The last one for me regarding the $1 billion revenue target for 2028 to 2029, how much of that do you anticipate to be M&A, or do you anticipate it to be reached fully organically?

Remco Westermann
CEO, Verve Group SE

This will be majority-wise organic, but we are, let's say, not ruling out that we can do some M&A to fill some gaps that we have or also to get some skill maybe in different GOs. In that sense, majority-wise, it will be, I mean, we show strong organic. We have said it is more than, yeah, double-digit, good double-digit. Now with our 16% in Q1, a good start for this year.

We're confident that we can do the majority of that organic. In our 25%-30% midterm guidance, there's also some inorganic in there.

Christian Duus
CFO, Verve Group SE

Please note that we factor in, of course, that some years we will have high growth and some years we might have a little bit lower growth. This is an average, but it will bring us to a point of a $1 billion company. That's also why we said 2028 versus 2029 as a timeline, 2028 to 2029.

Christopher Gentle
Analyst, Inderes

All right. Thank you.

Moderator

The next question comes from Vincent Edholm from Pareto Securities. Please go ahead.

Vincent Edholm
ER Analyst, Pareto Securities

Yeah, hello. Good morning. I was just wondering about the gross margin development following the acquisition of Jun Group last year.

If you would be able to describe the development you've seen so far and if you might be able to give any color on what to expect for the next year as well.

Remco Westermann
CEO, Verve Group SE

You want to take that question or shall I?

Christian Duus
CFO, Verve Group SE

I think you have a more close eye on the June Group business.

Remco Westermann
CEO, Verve Group SE

Yeah, June Group has a very high EBITDA margin or gross margin also. And we have announced already in the past, if we start scaling it, then it will go down a bit and still will be higher than what we had on average before. So it has a positive effect on our overall margin. That's also what you saw in the numbers of this quarter. While, let's say, June Group was not growing in the past, it is growing now.

To scale it, really, we here and there let the margin lower a bit because they're working really with extremely high margin. That is also to serve basically advertisers, yeah, more bucks for their money to be, let's say, stronger there. Overall, our margin will go up.

Vincent Edholm
ER Analyst, Pareto Securities

Is that true for the remaining quarters here going forward, sequential increases in gross margin, or will it fluctuate?

Remco Westermann
CEO, Verve Group SE

No, it will go up. Let's say also, especially in the stronger quarters of the year, Q3, Q4, unless there is a strong macroeconomic downturn. If there's not, you normally see also margins going up during the rest of the year because, let's say, the cost, I'd say the CPMs go up because there's more demand towards the end of the year. We see further development there.
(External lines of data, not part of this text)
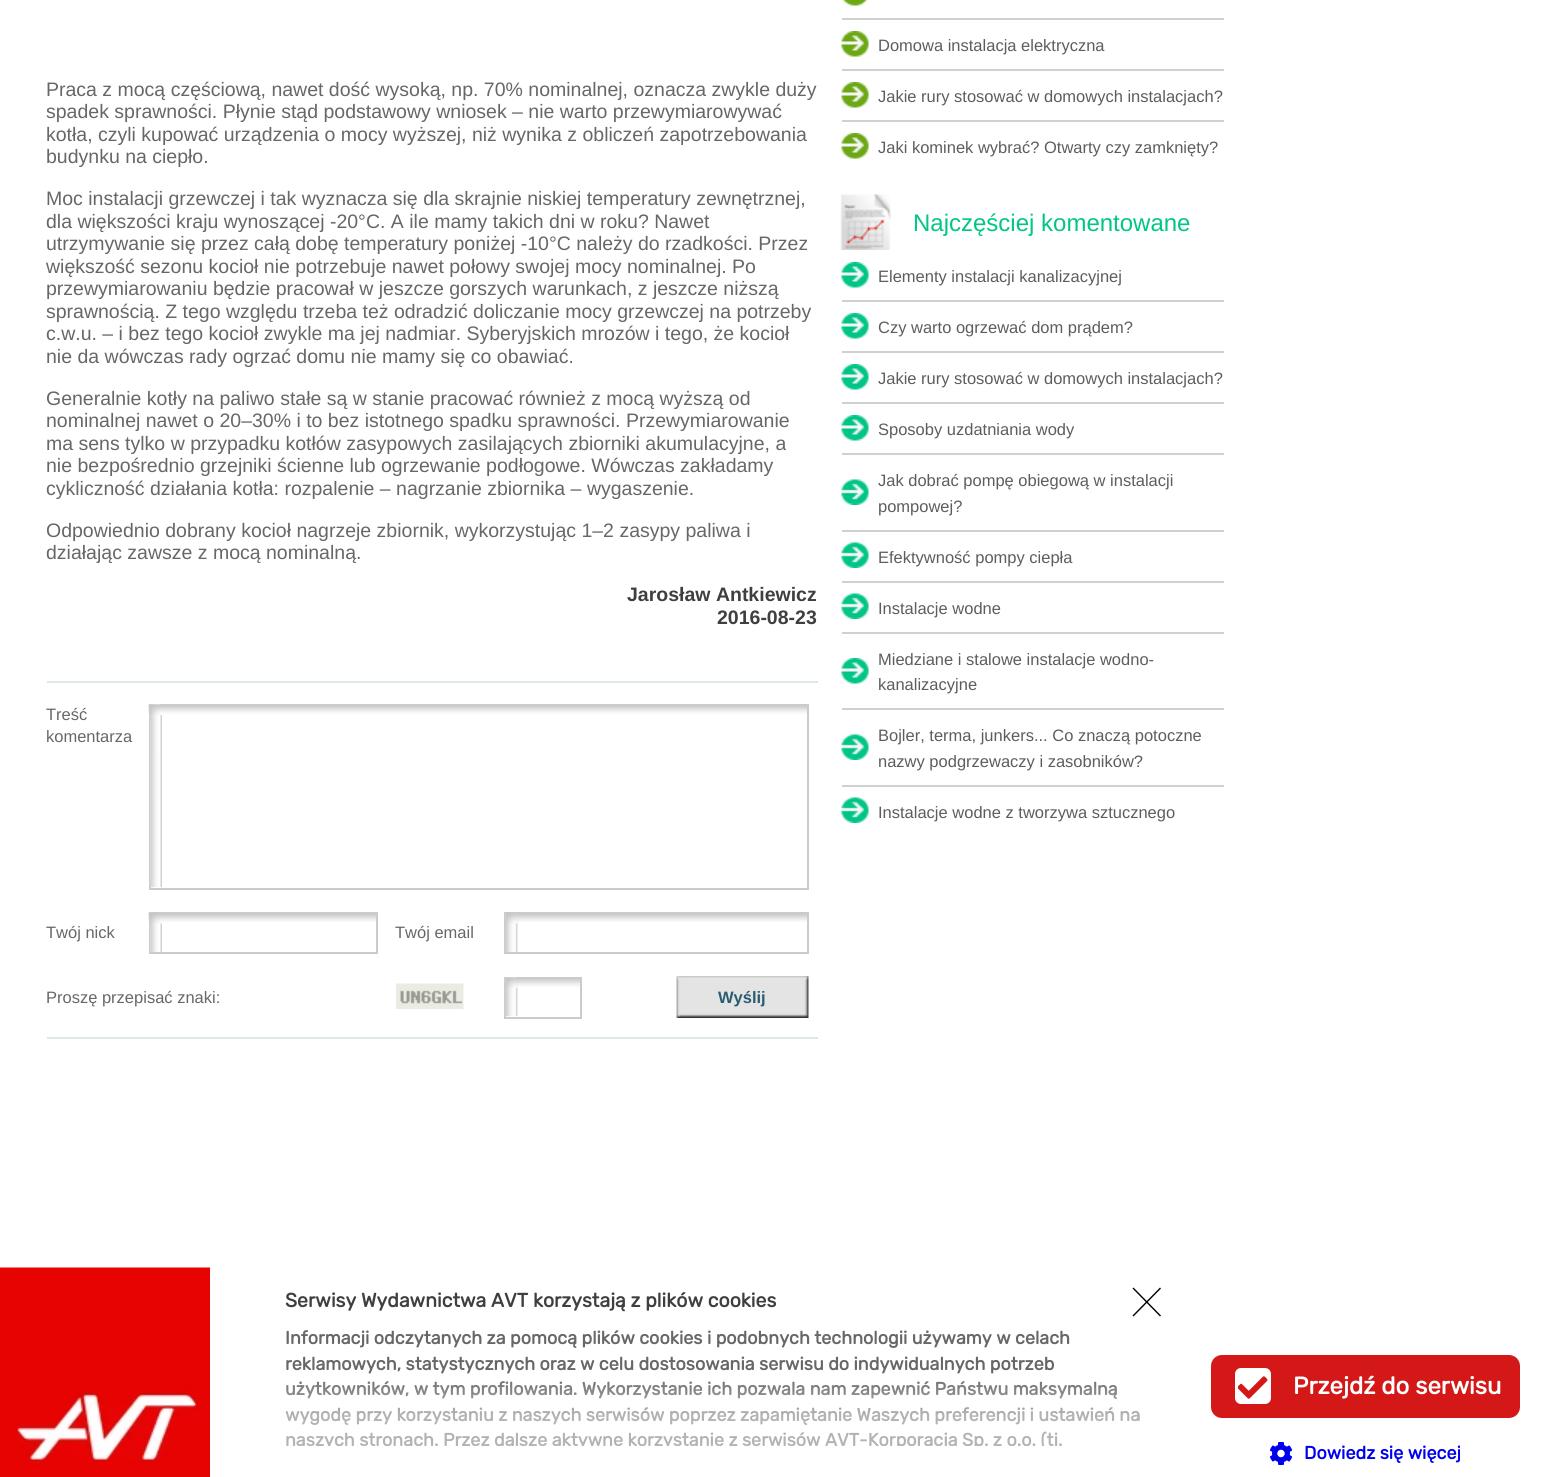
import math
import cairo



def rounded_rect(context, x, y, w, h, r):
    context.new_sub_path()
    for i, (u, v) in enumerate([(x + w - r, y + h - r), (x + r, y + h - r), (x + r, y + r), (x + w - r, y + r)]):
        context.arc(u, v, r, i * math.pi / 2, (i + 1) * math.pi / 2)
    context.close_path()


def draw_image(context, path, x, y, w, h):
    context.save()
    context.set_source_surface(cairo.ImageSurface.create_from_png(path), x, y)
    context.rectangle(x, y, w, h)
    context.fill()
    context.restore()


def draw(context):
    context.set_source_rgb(1, 1, 1)
    context.paint()
    context.set_source_rgb(222 / 255, 232 / 255, 234 / 255)
    context.rectangle(47, 681, 771, 2)
    context.fill()
    context.rectangle(47, 1037, 771, 2)
    context.fill()
    draw_image(context, "images/1.png", 148, 704, 659, 10)
    context.rectangle(150, 705, 658, 184)
    context.set_source_rgb(203 / 255, 203 / 255, 203 / 255)
    context.stroke()
    draw_image(context, "images/2.png", 150, 704, 12, 184)
    draw_image(context, "images/3.png", 150, 705, 12, 10)
    draw_image(context, "images/4.png", 148, 913, 228, 9)
    context.rectangle(150, 913, 227, 40)
    context.stroke()
    draw_image(context, "images/5.png", 150, 923, 12, 29)
    draw_image(context, "images/6.png", 150, 913, 12, 11)
    draw_image(context, "images/7.png", 517, 914, 290, 8)
    context.rectangle(505, 913, 303, 40)
    context.stroke()
    draw_image(context, "images/8.png", 505, 913, 13, 39)
    draw_image(context, "images/9.png", 506, 913, 12, 11)
    draw_image(context, "images/10.png", 396, 983, 68, 26)
    draw_image(context, "images/11.png", 517, 979, 63, 8)
    context.rectangle(505, 978, 76, 40)
    context.stroke()
    draw_image(context, "images/12.png", 505, 977, 13, 40)
    draw_image(context, "images/13.png", 506, 978, 12, 10)
    draw_image(context, "images/14.png", 676, 976, 133, 42)
    draw_image(context, "images/15.png", 842, 0, 26, 6)
    context.set_source_rgb(208 / 255, 208 / 255, 208 / 255)
    context.rectangle(842, 18, 382, 2)
    context.fill()
    draw_image(context, "images/16.png", 841, 31, 28, 26)
    context.rectangle(842, 69, 382, 2)
    context.fill()
    draw_image(context, "images/16.png", 841, 82, 28, 26)
    context.rectangle(842, 120, 382, 2)
    context.fill()
    draw_image(context, "images/16.png", 841, 133, 28, 26)
    draw_image(context, "images/17.png", 840, 194, 51, 56)
    draw_image(context, "images/18.png", 841, 262, 28, 26)
    context.rectangle(842, 300, 382, 2)
    context.fill()
    draw_image(context, "images/18.png", 841, 313, 28, 26)
    context.rectangle(842, 351, 382, 2)
    context.fill()
    draw_image(context, "images/18.png", 841, 364, 28, 26)
    context.rectangle(842, 402, 382, 2)
    context.fill()
    draw_image(context, "images/18.png", 841, 415, 28, 26)
    context.rectangle(842, 453, 382, 2)
    context.fill()
    draw_image(context, "images/19.png", 841, 479, 28, 26)
    context.rectangle(842, 530, 382, 2)
    context.fill()
    draw_image(context, "images/19.png", 841, 542, 28, 26)
    context.rectangle(842, 581, 382, 2)
    context.fill()
    draw_image(context, "images/19.png", 841, 593, 28, 26)
    context.rectangle(842, 632, 382, 2)
    context.fill()
    draw_image(context, "images/18.png", 841, 658, 28, 26)
    context.rectangle(842, 708, 382, 2)
    context.fill()
    draw_image(context, "images/19.png", 841, 734, 28, 26)
    context.rectangle(842, 785, 382, 2)
    context.fill()
    draw_image(context, "images/19.png", 841, 797, 28, 26)
    draw_image(context, "images/20.png", 0, 1267, 210, 210)
    context.set_source_rgb(0, 0, 0)
    context.new_path()
    context.move_to(1132.5, 1315.5)
    context.line_to(1160, 1287.5)
    context.line_to(1161, 1288.5)
    context.line_to(1133.5, 1316.5)
    context.close_path()
    context.fill()
    context.new_path()
    context.move_to(1133.5, 1287.5)
    context.line_to(1161, 1315.5)
    context.line_to(1160, 1316.5)
    context.line_to(1132.5, 1288.5)
    context.close_path()
    context.fill()
    context.set_source_rgb(212 / 255, 24 / 255, 24 / 255)
    rounded_rect(context, 1211, 1355, 309, 63, 11)
    context.fill()
    context.set_source_rgb(1, 1, 1)
    rounded_rect(context, 1235, 1368, 36, 36, 6)
    context.fill()
    draw_image(context, "images/21.png", 1238, 1376, 30, 23)
    draw_image(context, "images/22.png", 1269, 1442, 24, 24)
    context.select_font_face("Liberation Sans")
    context.set_font_size(19.5)
    context.set_source_rgb(103 / 255, 103 / 255, 103 / 255)
    context.move_to(46, 96)
    context.show_text("Praca z mocą częściową, nawet dość wysoką, np. 70% nominalnej, oznacza zwykle duży")
    context.move_to(46, 118)
    context.show_text("spadek sprawności. Płynie stąd podstawowy wniosek – nie warto przewymiarowywać")
    context.move_to(46, 141)
    context.show_text("kotła, czyli kupować urządzenia o mocy wyższej, niż wynika z obliczeń zapotrzebowania")
    context.move_to(46, 163)
    context.show_text("budynku na ciepło.")
    context.move_to(46, 205)
    context.show_text("Moc instalacji grzewczej i tak wyznacza się dla skrajnie niskiej temperatury zewnętrznej,")
    context.move_to(46, 228)
    context.show_text("dla większości kraju wynoszącej -20°C. A ile mamy takich dni w roku? Nawet")
    context.move_to(46, 250)
    context.show_text("utrzymywanie się przez całą dobę temperatury poniżej -10°C należy do rzadkości. Przez")
    context.move_to(46, 273)
    context.show_text("większość sezonu kocioł nie potrzebuje nawet połowy swojej mocy nominalnej. Po")
    context.move_to(46, 295)
    context.show_text("przewymiarowaniu będzie pracował w jeszcze gorszych warunkach, z jeszcze niższą")
    context.move_to(46, 318)
    context.show_text("sprawnością. Z tego względu trzeba też odradzić doliczanie mocy grzewczej na potrzeby")
    context.move_to(46, 340)
    context.show_text("c.w.u. – i bez tego kocioł zwykle ma jej nadmiar. Syberyjskich mrozów i tego, że kocioł")
    context.move_to(46, 363)
    context.show_text("nie da wówczas rady ogrzać domu nie mamy się co obawiać.")
    context.move_to(46, 405)
    context.show_text("Generalnie kotły na paliwo stałe są w stanie pracować również z mocą wyższą od")
    context.move_to(46, 427)
    context.show_text("nominalnej nawet o 20–30% i to bez istotnego spadku sprawności. Przewymiarowanie")
    context.move_to(46, 450)
    context.show_text("ma sens tylko w przypadku kotłów zasypowych zasilających zbiorniki akumulacyjne, a")
    context.move_to(46, 472)
    context.show_text("nie bezpośrednio grzejniki ścienne lub ogrzewanie podłogowe. Wówczas zakładamy")
    context.move_to(46, 495)
    context.show_text("cykliczność działania kotła: rozpalenie – nagrzanie zbiornika – wygaszenie.")
    context.move_to(46, 537)
    context.show_text("Odpowiednio dobrany kocioł nagrzeje zbiornik, wykorzystując 1–2 zasypy paliwa i")
    context.move_to(46, 559)
    context.show_text("działając zawsze z mocą nominalną.")
    context.select_font_face("Liberation Sans", cairo.FontSlant.NORMAL, cairo.FontWeight.BOLD)
    context.set_source_rgb(63 / 255, 63 / 255, 63 / 255)
    context.move_to(627, 601)
    context.show_text("Jarosław Antkiewicz")
    context.move_to(717, 624)
    context.show_text("2016-08-23")
    context.select_font_face("Liberation Sans")
    context.set_font_size(16.5)
    context.set_source_rgb(103 / 255, 103 / 255, 103 / 255)
    context.move_to(46, 720)
    context.show_text("Treść")
    context.move_to(46, 742)
    context.show_text("komentarza")
    context.move_to(46, 938)
    context.show_text("Twój nick")
    context.move_to(395, 938)
    context.show_text("Twój email")
    context.move_to(46, 1003)
    context.show_text("Proszę przepisać znaki:")
    context.select_font_face("Liberation Sans", cairo.FontSlant.NORMAL, cairo.FontWeight.BOLD)
    context.set_source_rgb(41 / 255, 93 / 255, 114 / 255)
    context.move_to(718, 1003)
    context.show_text("Wyślij")
    context.select_font_face("Liberation Sans")
    context.set_source_rgb(93 / 255, 93 / 255, 93 / 255)
    context.move_to(878, 51)
    context.show_text("Domowa instalacja elektryczna")
    context.move_to(878, 102)
    context.show_text("Jakie rury stosować w domowych instalacjach?")
    context.move_to(878, 153)
    context.show_text("Jaki kominek wybrać? Otwarty czy zamknięty?")
    context.set_font_size(24)
    context.set_source_rgb(0, 198 / 255, 136 / 255)
    context.move_to(913, 231)
    context.show_text("Najczęściej komentowane")
    context.set_font_size(16.5)
    context.set_source_rgb(93 / 255, 93 / 255, 93 / 255)
    context.move_to(878, 282)
    context.show_text("Elementy instalacji kanalizacyjnej")
    context.move_to(878, 333)
    context.show_text("Czy warto ogrzewać dom prądem?")
    context.move_to(878, 384)
    context.show_text("Jakie rury stosować w domowych instalacjach?")
    context.move_to(878, 435)
    context.show_text("Sposoby uzdatniania wody")
    context.move_to(878, 486)
    context.show_text("Jak dobrać pompę obiegową w instalacji")
    context.move_to(878, 512)
    context.show_text("pompowej?")
    context.move_to(878, 563)
    context.show_text("Efektywność pompy ciepła")
    context.move_to(878, 614)
    context.show_text("Instalacje wodne")
    context.move_to(878, 665)
    context.show_text("Miedziane i stalowe instalacje wodno-")
    context.move_to(878, 690)
    context.show_text("kanalizacyjne")
    context.move_to(878, 741)
    context.show_text("Bojler, terma, junkers... Co znaczą potoczne")
    context.move_to(878, 767)
    context.show_text("nazwy podgrzewaczy i zasobników?")
    context.move_to(878, 818)
    context.show_text("Instalacje wodne z tworzywa sztucznego")
    context.select_font_face("Rubik", cairo.FontSlant.NORMAL, cairo.FontWeight.BOLD)
    context.set_font_size(19.5)
    context.set_source_rgb(63 / 255, 63 / 255, 63 / 255)
    context.move_to(285, 1307)
    context.show_text("Serwisy Wydawnictwa AVT korzystają z plików cookies")
    context.set_font_size(18)
    context.set_source_rgb(103 / 255, 103 / 255, 103 / 255)
    context.move_to(285, 1344)
    context.show_text("Informacji odczytanych za pomocą plików cookies i podobnych technologii używamy w celach")
    context.move_to(285, 1370)
    context.show_text("reklamowych, statystycznych oraz w celu dostosowania serwisu do indywidualnych potrzeb")
    context.move_to(285, 1395)
    context.show_text("użytkowników, w tym profilowania. Wykorzystanie ich pozwala nam zapewnić Państwu maksymalną")
    context.move_to(285, 1421)
    context.show_text("wygodę przy korzystaniu z naszych serwisów poprzez zapamiętanie Waszych preferencji i ustawień na")
    context.save()
    context.rectangle(285, 1326, 881, 120)
    context.clip()
    context.move_to(285, 1446)
    context.show_text("naszych stronach. Przez dalsze aktywne korzystanie z serwisów AVT-Korporacja Sp. z o.o. (tj.")
    context.restore()
    gradient = cairo.LinearGradient(725, 1446, 725, 1344)
    gradient.add_color_stop_rgba(0.3, 1, 1, 1, 0.5)
    gradient.add_color_stop_rgba(0.7, 1, 1, 1, 0)
    context.set_source(gradient)
    context.rectangle(285, 1381, 854, 65)
    context.fill()
    context.set_font_size(24)
    context.set_source_rgb(1, 1, 1)
    context.move_to(1293, 1394)
    context.show_text("Przejdź do serwisu")
    context.set_font_size(18)
    context.set_source_rgb(0, 0, 238 / 255)
    context.move_to(1304, 1459)
    context.show_text("Dowiedz się więcej")


surface = cairo.ImageSurface(cairo.Format.RGB24, 1542, 1477)
context = cairo.Context(surface)
options = cairo.FontOptions()
options.set_hint_metrics(cairo.HintMetrics.OFF)
options.set_hint_style(cairo.HintStyle.NONE)
context.set_font_options(options)
context.set_miter_limit(4)
draw(context)
surface.write_to_png("out.png")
Of course, take into account that from August 1 last year, we had June Group already in the numbers.

Vincent Edholm
ER Analyst, Pareto Securities

All right. Thanks a lot.

Remco Westermann
CEO, Verve Group SE

Thank you, Vincent.

Moderator

Thank you for all the questions. I will now hand the conference back to the speakers for any closing comments.

Remco Westermann
CEO, Verve Group SE

Thank you very much. Yeah, we are coming to the end of the presentation. Yeah, the company is going extremely well, strong organic growth, very good outlook for the rest of the year, a bit of macroeconomic uncertainty, but we will use that. I think an important part of the message is really we have a great product. We need now further to sell it. That is the reason that we are investing in extra salespeople. We want to continue that even if there is a little bit more headwind maybe macroeconomically.

We think with that, we can gain a lot of market share and further build this company. Thank you all for, yeah, listening, and thank you for your trust. We will continue to work on making media better. Thank you very much.